(INFORMATION PROVIDED Opens)

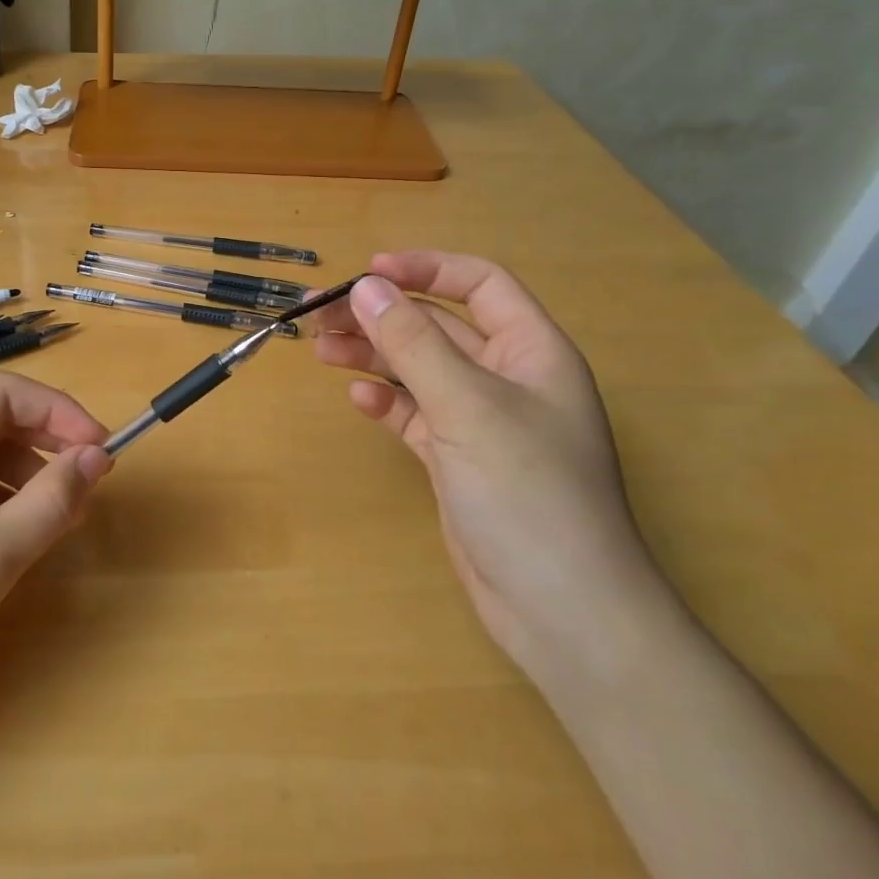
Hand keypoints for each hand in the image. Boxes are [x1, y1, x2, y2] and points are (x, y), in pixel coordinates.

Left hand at [0, 372, 111, 741]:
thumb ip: (50, 502)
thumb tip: (97, 456)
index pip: (0, 394)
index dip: (57, 410)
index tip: (100, 448)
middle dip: (46, 443)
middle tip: (90, 481)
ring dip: (29, 475)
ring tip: (64, 516)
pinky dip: (4, 504)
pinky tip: (25, 536)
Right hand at [313, 251, 666, 675]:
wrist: (561, 610)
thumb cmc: (527, 491)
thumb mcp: (467, 406)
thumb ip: (413, 342)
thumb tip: (366, 286)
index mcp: (531, 350)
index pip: (479, 284)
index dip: (426, 268)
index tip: (368, 272)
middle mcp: (507, 378)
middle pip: (437, 326)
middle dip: (381, 315)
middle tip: (317, 314)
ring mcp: (481, 422)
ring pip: (419, 370)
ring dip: (373, 355)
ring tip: (321, 349)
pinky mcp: (458, 460)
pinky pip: (416, 415)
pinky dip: (387, 403)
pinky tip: (359, 401)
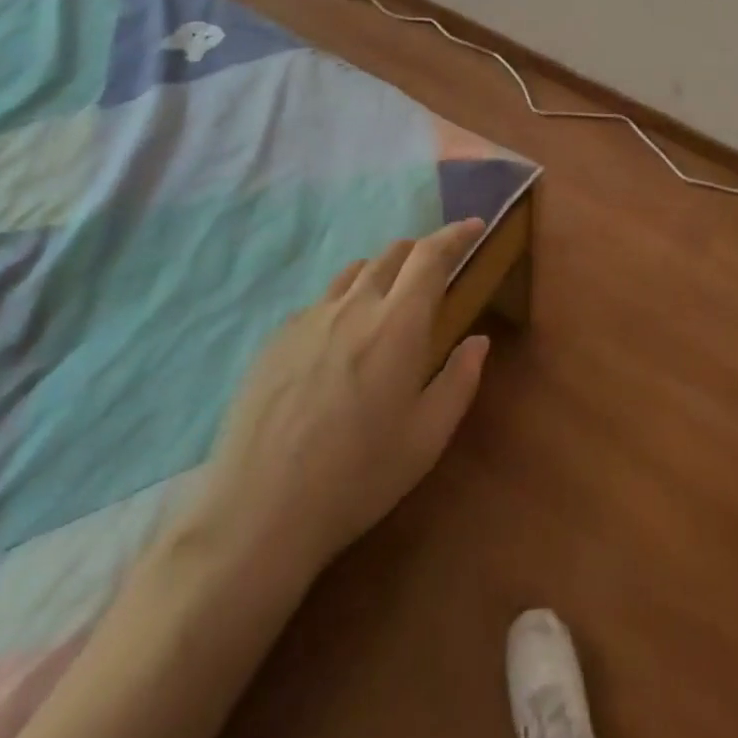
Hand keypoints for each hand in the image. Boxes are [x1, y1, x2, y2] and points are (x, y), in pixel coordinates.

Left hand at [172, 219, 492, 584]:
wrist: (259, 510)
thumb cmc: (358, 476)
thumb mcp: (427, 437)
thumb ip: (459, 380)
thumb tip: (478, 340)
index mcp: (398, 323)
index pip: (431, 255)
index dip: (455, 234)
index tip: (474, 226)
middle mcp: (354, 305)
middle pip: (392, 253)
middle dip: (421, 251)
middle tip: (436, 270)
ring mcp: (310, 317)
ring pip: (355, 272)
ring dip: (382, 272)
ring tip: (390, 299)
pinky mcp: (278, 336)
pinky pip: (322, 301)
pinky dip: (346, 301)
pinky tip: (341, 338)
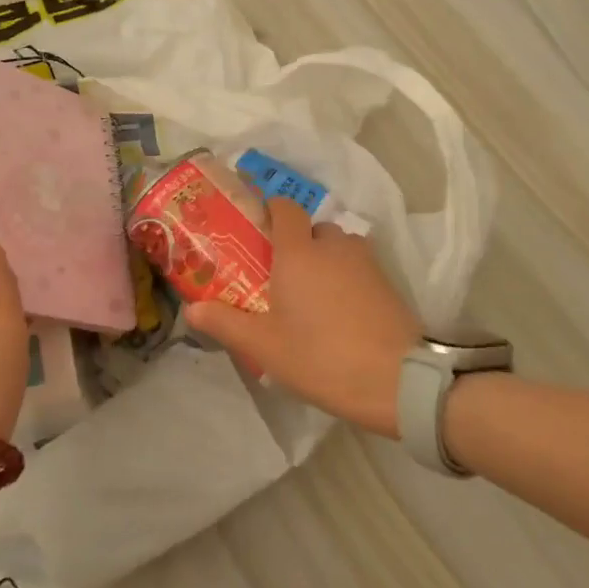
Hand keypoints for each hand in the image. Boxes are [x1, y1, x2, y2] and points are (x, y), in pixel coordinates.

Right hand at [185, 199, 419, 436]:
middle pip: (311, 229)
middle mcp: (333, 246)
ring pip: (338, 247)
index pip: (284, 208)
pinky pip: (358, 267)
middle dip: (295, 244)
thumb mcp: (264, 346)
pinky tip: (338, 312)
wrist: (397, 380)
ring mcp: (366, 262)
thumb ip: (225, 322)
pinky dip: (346, 278)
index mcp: (298, 252)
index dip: (269, 211)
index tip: (255, 231)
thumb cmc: (321, 357)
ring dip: (323, 261)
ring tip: (309, 296)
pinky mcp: (388, 282)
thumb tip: (191, 309)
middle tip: (278, 277)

(INFORMATION PROVIDED Closes)

What is needed is an exact copy of all the entries above, minus the pictures.

Hand keypoints for each hand in the image. Boxes are [x1, y1, x2, y2] and points are (x, y), in pixel coordinates.

Left hand at [0, 372, 111, 741]:
thumb ip: (50, 502)
thumb tip: (97, 456)
index pip: (0, 394)
index dip: (57, 410)
index tip: (100, 448)
middle dip: (46, 443)
middle tip: (90, 481)
ring dip: (29, 475)
ring tip: (64, 516)
pinky dip: (4, 504)
pinky tip: (25, 536)
Right hand at [313, 251, 666, 675]:
wrist: (561, 610)
thumb cmc: (527, 491)
thumb mcp: (467, 406)
thumb ip: (413, 342)
thumb tip: (366, 286)
index mcp: (531, 350)
index pip: (479, 284)
index dip: (426, 268)
index tip: (368, 272)
middle mcp: (507, 378)
middle pip: (437, 326)
middle dip: (381, 315)
middle tip: (317, 314)
ring mcp: (481, 422)
ring pip: (419, 370)
ring dip: (373, 355)
ring tip: (321, 349)
pinky mcp: (458, 460)
pinky pip: (416, 415)
pinky dip: (387, 403)
pinky tip: (359, 401)
Hand keypoints for each hand in the image. Boxes are [x1, y1, x2, y2] and points are (x, y), in pixel coordinates.

Left hand at [172, 219, 492, 584]:
wrist: (259, 510)
thumb cmc: (358, 476)
thumb mcp: (427, 437)
thumb ip: (459, 380)
thumb tip: (478, 340)
index mcp: (398, 323)
index pip: (431, 255)
index dip: (455, 234)
index tip: (474, 226)
middle mcp: (354, 305)
middle pip: (392, 253)
middle dip: (421, 251)
middle tip: (436, 270)
ring mcp: (310, 317)
ring pip: (355, 272)
ring dip: (382, 272)
ring tip: (390, 299)
pinky mcp: (278, 336)
pinky pip: (322, 301)
pinky dip: (346, 301)
pinky tip: (341, 338)
Hand keypoints for each hand in the image. Boxes are [x1, y1, x2, y2] and points are (x, y), in pixel coordinates.

Right hand at [185, 199, 419, 436]:
middle pip: (311, 229)
middle mcp: (333, 246)
ring pip: (338, 247)
index pip: (284, 208)
pinky pip: (358, 267)
middle dip: (295, 244)
thumb mcp: (264, 346)
pinky tip: (338, 312)
wrist: (397, 380)
ring mcp: (366, 262)
thumb ip: (225, 322)
pinky dip: (346, 278)
index mcp: (298, 252)
index dip: (269, 211)
index tip: (255, 231)
thumb cmc: (321, 357)
ring dip: (323, 261)
ring tip: (309, 296)
pinky mcp: (388, 282)
thumb tip: (191, 309)
middle tip: (278, 277)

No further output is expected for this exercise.